In Deutschland hatte Linda Hallwaß keinen passenden Studiengang gefunden und Groningen liegt nur 100 Kilometer von ihrer Heimatstadt Emden entfernt. Dennoch kam die nordholländische Metropole der Ostfriesin anfangs wie eine andere Welt vor. Seit vier Jahren studiert und arbeitet sie dort. "Hier leben Menschen aus rund 180 Nationen, das hat mir von Anfang an gut gefallen", sagt die 26-Jährige. Fast die Hälfte der 180000 Einwohner ist unter 30 Jahren alt, das Bildungsniveau ist hoch, weil nach dem Studium viele bleiben. "Es ist relativ leicht, eine Geschäftsidee zu realisieren", findet die Deutsche, die seit Beginn ihres International Communication-Studiums ein Übersetzungsbüro betreibt.

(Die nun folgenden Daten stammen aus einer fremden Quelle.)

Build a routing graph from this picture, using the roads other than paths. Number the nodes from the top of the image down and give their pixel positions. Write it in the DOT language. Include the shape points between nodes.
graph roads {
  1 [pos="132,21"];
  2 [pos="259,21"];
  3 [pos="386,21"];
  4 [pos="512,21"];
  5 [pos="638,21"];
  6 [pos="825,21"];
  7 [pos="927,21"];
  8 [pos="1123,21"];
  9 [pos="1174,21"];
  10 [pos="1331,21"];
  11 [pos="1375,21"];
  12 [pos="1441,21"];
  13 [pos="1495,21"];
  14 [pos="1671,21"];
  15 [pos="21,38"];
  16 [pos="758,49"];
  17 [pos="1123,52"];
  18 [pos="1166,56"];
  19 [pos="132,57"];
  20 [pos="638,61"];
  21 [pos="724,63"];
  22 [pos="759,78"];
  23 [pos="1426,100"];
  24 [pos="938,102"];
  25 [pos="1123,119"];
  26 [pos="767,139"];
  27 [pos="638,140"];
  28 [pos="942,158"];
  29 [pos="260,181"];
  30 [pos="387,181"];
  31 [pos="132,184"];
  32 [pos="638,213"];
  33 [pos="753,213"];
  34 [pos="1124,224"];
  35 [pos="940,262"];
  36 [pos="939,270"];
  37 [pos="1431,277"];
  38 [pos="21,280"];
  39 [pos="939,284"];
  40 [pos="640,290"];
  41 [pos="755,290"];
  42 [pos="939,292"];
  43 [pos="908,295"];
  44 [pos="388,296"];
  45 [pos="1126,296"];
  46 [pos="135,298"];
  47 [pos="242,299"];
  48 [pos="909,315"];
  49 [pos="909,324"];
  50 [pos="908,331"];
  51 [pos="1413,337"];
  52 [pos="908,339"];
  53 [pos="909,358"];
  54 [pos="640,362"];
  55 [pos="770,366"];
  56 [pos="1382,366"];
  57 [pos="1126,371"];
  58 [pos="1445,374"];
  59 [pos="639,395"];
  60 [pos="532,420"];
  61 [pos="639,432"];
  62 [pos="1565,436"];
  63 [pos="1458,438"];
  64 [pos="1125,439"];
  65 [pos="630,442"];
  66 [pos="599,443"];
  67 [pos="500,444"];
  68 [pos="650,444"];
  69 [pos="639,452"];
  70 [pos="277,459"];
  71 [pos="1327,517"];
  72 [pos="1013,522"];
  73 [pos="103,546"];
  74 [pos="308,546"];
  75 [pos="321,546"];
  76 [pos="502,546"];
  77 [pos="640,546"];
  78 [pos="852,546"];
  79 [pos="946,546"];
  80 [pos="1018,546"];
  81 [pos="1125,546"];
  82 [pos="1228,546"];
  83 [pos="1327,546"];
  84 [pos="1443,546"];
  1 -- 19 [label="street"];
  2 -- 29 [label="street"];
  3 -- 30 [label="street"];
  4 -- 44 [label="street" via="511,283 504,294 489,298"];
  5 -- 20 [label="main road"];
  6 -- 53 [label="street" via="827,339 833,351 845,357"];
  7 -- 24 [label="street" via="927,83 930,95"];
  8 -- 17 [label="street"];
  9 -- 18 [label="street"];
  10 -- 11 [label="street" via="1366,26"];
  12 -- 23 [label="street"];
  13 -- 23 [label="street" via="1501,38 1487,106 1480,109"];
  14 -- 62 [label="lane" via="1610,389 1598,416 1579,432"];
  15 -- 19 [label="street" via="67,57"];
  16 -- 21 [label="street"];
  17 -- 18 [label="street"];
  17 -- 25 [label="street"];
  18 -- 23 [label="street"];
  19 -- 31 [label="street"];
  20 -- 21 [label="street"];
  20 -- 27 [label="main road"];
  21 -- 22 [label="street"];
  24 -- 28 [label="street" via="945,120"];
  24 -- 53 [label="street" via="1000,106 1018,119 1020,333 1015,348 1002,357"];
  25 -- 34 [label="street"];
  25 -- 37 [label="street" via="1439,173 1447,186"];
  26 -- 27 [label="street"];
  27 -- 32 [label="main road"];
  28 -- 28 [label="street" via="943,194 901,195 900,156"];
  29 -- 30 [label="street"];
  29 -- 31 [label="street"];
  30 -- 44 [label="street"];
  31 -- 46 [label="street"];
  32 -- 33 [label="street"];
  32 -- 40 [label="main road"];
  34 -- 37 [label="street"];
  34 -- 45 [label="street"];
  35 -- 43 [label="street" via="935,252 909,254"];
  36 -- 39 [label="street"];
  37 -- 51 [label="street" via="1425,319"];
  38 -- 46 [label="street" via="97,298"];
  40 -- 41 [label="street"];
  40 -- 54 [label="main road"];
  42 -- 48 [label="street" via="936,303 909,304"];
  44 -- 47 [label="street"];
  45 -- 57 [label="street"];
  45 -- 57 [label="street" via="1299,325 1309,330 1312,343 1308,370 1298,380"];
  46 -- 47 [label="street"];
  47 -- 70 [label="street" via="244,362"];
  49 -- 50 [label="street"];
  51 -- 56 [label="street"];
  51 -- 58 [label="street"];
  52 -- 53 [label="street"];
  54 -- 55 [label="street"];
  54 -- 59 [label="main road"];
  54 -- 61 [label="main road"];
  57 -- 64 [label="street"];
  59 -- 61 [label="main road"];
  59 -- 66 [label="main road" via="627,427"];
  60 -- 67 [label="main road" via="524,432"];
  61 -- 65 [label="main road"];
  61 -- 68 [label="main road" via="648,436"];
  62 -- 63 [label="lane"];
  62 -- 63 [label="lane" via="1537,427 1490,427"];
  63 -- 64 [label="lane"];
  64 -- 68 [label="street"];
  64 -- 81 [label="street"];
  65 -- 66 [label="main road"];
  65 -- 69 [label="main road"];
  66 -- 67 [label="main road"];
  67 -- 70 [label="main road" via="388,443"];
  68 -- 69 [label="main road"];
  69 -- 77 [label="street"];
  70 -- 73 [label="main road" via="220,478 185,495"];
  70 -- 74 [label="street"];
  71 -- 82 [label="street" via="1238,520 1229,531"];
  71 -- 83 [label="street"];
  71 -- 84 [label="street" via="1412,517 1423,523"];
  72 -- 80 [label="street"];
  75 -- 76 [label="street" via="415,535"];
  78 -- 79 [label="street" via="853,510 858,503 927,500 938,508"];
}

Im Geschäftsleben und an der Uni wird jeder geduzt, auch die Professoren. Die Meinung junger Leute wird hoch geschätzt. "Ungewohnt war für mich, dass man Projekte anfängt, die nach deutschen Maßstäben noch nicht durchdacht sind." Alles werde eben lockerer gesehen und man gehe davon aus, dass sich schon alles fügen wird. Geselligkeit sei den Holländern wichtiger als Arbeit. Sie selbst arbeite sehr viel. "Mit 800 Euro pro Monat kommt man einigermaßen über die Runden", sagt sie.

Es gibt viele Vorbehalte gegenüber Deutschen

Hallwaß wohnt in einem Abrisshaus, einem Reihenhaus mit Garten und vier Zimmern, wo die Miete nur 80 Euro beträgt. Die Alternative wäre ein WG-Zimmer für 350 bis 480 Euro. Anfangs war die Studentin schockiert davon, "wie Deutsche hier noch diskriminiert werden". Sie wird sehr oft an den Zweiten Weltkrieg erinnert, muss sich Witze über Deutsche anhören, ihr Auto, eine grüne Ente, wurde mit Tritten malträtiert und sie bemerkt es am Unterton, wenn über Deutsche geredet wird. "Offenbar wird der Deutschen-Hass von Generation zu Generation weiter getragen.Ein Mädchen hat sich mal gewundert, dass ich ‚ganz nett' bin. Ihre Eltern hätten ihr beigebracht, dass alle Deutschen schlechte Menschen sind."

Mit ihrem Assistenz-Job an der Hanze University will sie der "inneren Blockade gegenüber den Deutschen" entgegenwirken. Sie entwickelt Schulungen für niederländische Betriebe, die mit Deutschland Geschäfte machen wollen. "Auch unabhängig von der Vergangenheit werden die Deutschen hier als schwierig empfunden. Ohne Gütesiegel und Genehmigung läuft bei uns ja gar nichts", sagt sie und lacht.